Keeping all three in the same pod eliminates network latency between layers — communication happens over localhost.

Horizontal Pod Autoscaler

The HPA scales based on both CPU utilization and routing latency:

metrics:
  - type: Resource
    resource:
      name: cpu
      target:
        type: Utilization
        averageUtilization: 70
  - type: Pods
    pods:
      metric:
        name: router_latency_seconds
      target:
        type: AverageValue
        averageValue: "100m"

When P95 latency exceeds 100ms, the cluster spins up additional router pods automatically.

Caching Layer

Redis caches routing decisions (not responses) to further reduce latency for repeated queries. The cache key is a hash of the incoming message:

cache_key = f"route:{hashlib.sha256(message.encode()).hexdigest()[:16]}"

With a 1-hour TTL, I’m seeing 40-70% cache hit rates depending on usage patterns. Cached routes return in under 5ms.

Observability

You can’t improve what you can’t measure.
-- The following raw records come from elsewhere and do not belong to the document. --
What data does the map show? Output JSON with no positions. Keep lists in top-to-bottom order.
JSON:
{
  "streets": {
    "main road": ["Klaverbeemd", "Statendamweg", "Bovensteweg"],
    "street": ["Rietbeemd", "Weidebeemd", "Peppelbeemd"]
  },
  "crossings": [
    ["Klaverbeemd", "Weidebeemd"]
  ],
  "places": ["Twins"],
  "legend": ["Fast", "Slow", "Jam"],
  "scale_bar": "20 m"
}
The router mesh exports Prometheus metrics for everything:

# Routing distribution by layer
sum(rate(router_decisions_total[5m])) by (route, layer)

# Escalation rate (target: <15%)
sum(rate(router_decisions_total{layer="escalated"}[5m]))
  / sum(rate(router_decisions_total[5m]))

# Cache efficiency (target: >50%)
sum(rate(router_cache_hits_total[5m]))
  / sum(rate(router_decisions_total[5m]))

# P95 latency by layer
histogram_quantile(0.95,
  sum(rate(router_latency_seconds_bucket[5m])) by (le, layer))

A Grafana dashboard visualizes these metrics in real-time, with alerts configured for anomalies.

Results

After deploying the router mesh to my k3s cluster:

MetricBeforeAfterImprovement
Median routing latency280ms25ms91% faster
P95 routing latency450ms75ms83% faster
Cloud API calls100% of requests~12% of requests88% reduction
Monthly API costHighLow88% savings

The system handles significantly higher throughput without breaking a sweat, and the user experience is noticeably snappier.

Lessons Learned

1. Small models are underrated

The AI discourse focuses on ever-larger models, but for classification tasks, tiny models are remarkably capable. SmolLM at 135M parameters correctly routes 80%+ of my traffic.

2. Confidence scores are essential

Without confidence scores, you’re flying blind. The cascade architecture only works because each layer can say “I’m not sure” and defer to the next.

3. Cache routing decisions, not responses

Responses go stale; routing decisions don’t. A request for “show connected clients” should always go to UniFi, regardless of what the current client list looks like.

4. Fail open, not closed

When something goes wrong — model timeout, parsing error, unexpected input — escalate to the smarter model rather than returning an error. Users should never see routing failures.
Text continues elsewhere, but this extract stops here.